入手困難だった幻の短編集が発売に! 『ライ麦畑でつかまえて』のホールデン少年も登場

文芸・カルチャー

公開日:2018/7/30

『このサンドイッチ、マヨネーズ忘れてる/ハプワース16、1924年』(J.D.サリンジャー:著、金原瑞人:訳/新潮社)

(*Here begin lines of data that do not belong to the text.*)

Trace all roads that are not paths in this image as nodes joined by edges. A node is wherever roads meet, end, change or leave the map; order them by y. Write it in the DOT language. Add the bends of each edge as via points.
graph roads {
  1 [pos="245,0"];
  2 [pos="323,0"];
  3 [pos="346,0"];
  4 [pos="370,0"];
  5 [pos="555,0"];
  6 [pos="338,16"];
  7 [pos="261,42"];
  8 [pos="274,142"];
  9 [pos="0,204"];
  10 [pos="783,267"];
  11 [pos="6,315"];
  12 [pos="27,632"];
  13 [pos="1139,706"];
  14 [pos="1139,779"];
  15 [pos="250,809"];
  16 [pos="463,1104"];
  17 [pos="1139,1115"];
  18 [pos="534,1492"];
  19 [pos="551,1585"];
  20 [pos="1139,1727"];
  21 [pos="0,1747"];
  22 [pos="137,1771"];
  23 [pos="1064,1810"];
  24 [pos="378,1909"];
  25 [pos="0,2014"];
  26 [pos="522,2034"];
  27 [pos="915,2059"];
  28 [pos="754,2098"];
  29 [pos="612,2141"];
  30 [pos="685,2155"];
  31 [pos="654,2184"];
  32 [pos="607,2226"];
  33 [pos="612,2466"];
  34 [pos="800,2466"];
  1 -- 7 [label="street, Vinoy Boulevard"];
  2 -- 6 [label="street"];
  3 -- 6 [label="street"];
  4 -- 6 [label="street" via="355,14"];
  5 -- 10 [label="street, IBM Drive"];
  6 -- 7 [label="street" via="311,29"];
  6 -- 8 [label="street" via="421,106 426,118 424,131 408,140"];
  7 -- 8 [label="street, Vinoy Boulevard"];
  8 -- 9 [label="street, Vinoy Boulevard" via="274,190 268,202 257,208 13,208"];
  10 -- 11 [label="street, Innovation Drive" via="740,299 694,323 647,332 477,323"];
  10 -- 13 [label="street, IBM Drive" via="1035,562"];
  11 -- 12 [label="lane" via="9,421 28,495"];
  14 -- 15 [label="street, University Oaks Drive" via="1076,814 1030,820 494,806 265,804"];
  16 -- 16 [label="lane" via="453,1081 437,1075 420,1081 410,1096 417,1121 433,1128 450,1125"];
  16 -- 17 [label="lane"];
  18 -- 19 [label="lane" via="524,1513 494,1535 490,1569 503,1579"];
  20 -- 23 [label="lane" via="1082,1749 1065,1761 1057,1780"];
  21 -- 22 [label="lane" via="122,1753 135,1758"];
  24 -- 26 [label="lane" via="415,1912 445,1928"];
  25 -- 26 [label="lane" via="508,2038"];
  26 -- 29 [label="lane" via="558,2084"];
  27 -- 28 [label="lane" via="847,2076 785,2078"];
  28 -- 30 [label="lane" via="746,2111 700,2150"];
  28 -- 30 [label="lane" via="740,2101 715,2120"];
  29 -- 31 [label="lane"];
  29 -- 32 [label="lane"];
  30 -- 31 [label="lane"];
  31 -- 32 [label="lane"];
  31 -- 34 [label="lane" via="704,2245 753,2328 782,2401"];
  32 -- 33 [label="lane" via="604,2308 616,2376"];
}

『ライ麦畑でつかまえて』あるいは『キャッチャー・イン・ザ・ライ』という小説の題名を聞いたことがある方は多いはずだ。原題“The Catcher in the Rye”、作者はJ.D.サリンジャー。紛れもなく一流作家として世界中で認知されている著者の、入手困難だった短編を集成した『このサンドイッチ、マヨネーズ忘れてる/ハプワース16、1924年』(J.D.サリンジャー:著、金原瑞人:訳/新潮社)がこの度発売となった。

 本書には、1940年から1945年の間に発表された『このサンドイッチ、マヨネーズ忘れてる』含む初期作品8本、そして1965年に発表され、著者最後の作品となった『ハプワース16、1924年』が収録されている。

 サリンジャーファンにとっては、『ライ麦畑でつかまえて』の主人公・ホールデンの原型を初期作品の中に見ることができるのが、本書の大きな魅力だ。1945年発表の短編『ぼくはちょっとおかしい』で、学校を退学になったホールデン少年はこのように独白する。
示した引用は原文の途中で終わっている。